Indeed, great book, lots of great info. Also lots from other sources. The technique of leading the rode through the roller or chock and bring the anchor back to the cockpit to deploy in heavy air can work but your boat then has to come a long way astern until the anchor is even level with the bow, let alone far enough ahead of the boat that there is enough scope to give a decent 'angle of attack' with the bottom.

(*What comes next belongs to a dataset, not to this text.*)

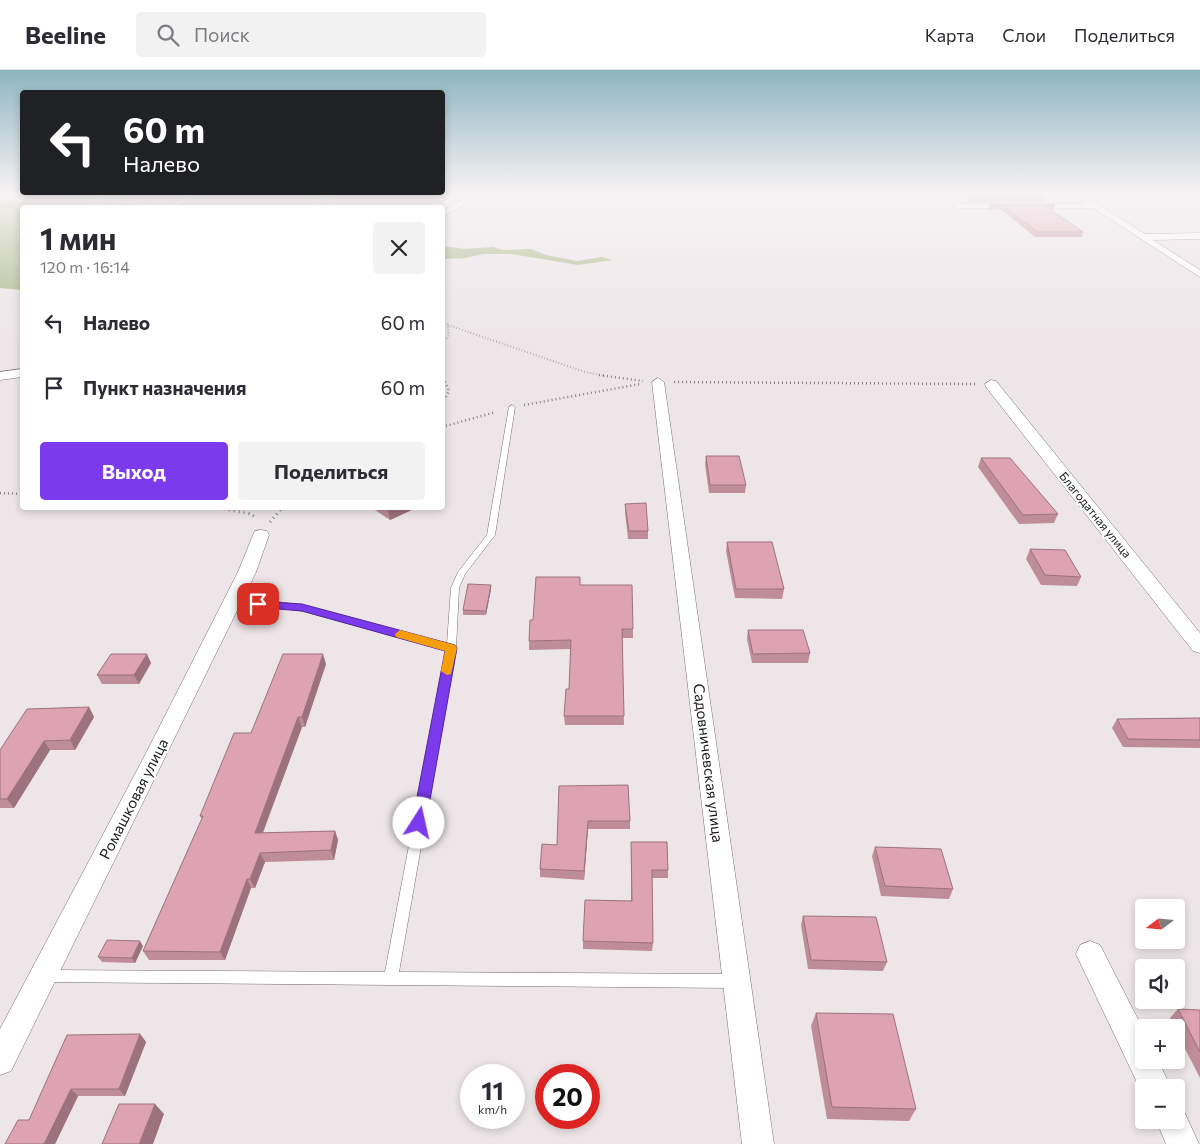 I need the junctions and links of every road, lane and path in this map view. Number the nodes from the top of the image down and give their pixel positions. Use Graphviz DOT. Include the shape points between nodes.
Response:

Try just coming up into the wind under way, putting the engine in neutral and keeping the bow into the wind for as long as you have steerage. Once you're just about to lose steerage, nip up to the bow and drop the anchor. The bow will naturally catch the breeze and bear off to leeward but that's ok. Make sure you're letting out enough rode before trying to set the anchor; don't just let it hit the bottom and then cleat it off. The fortress anchors like to 'fly' through the water and can often go the wrong way (back under the boat) which is not great. They also don't like it if you cleat the line off suddenly and expect them to grab instantly. Instead, with a boat your size you can probably hold it in your hand and ease it out under tension, allowing the bow to come back up into the wind as you do so. If you struggle with this, take a turn around a cleat (without losing your fingers) and surge the line. By the time you're happy with the scope the bow should already be into the wind from the resistance that the anchor has provided and it will be well and truly set. Nice anchors, lots of holding power but they do need to be set carefully and in the right bottom type. What kind of bottom do you have by the way? (yes, i realise that could be taken the wrong way............... i dont' mean it that way!)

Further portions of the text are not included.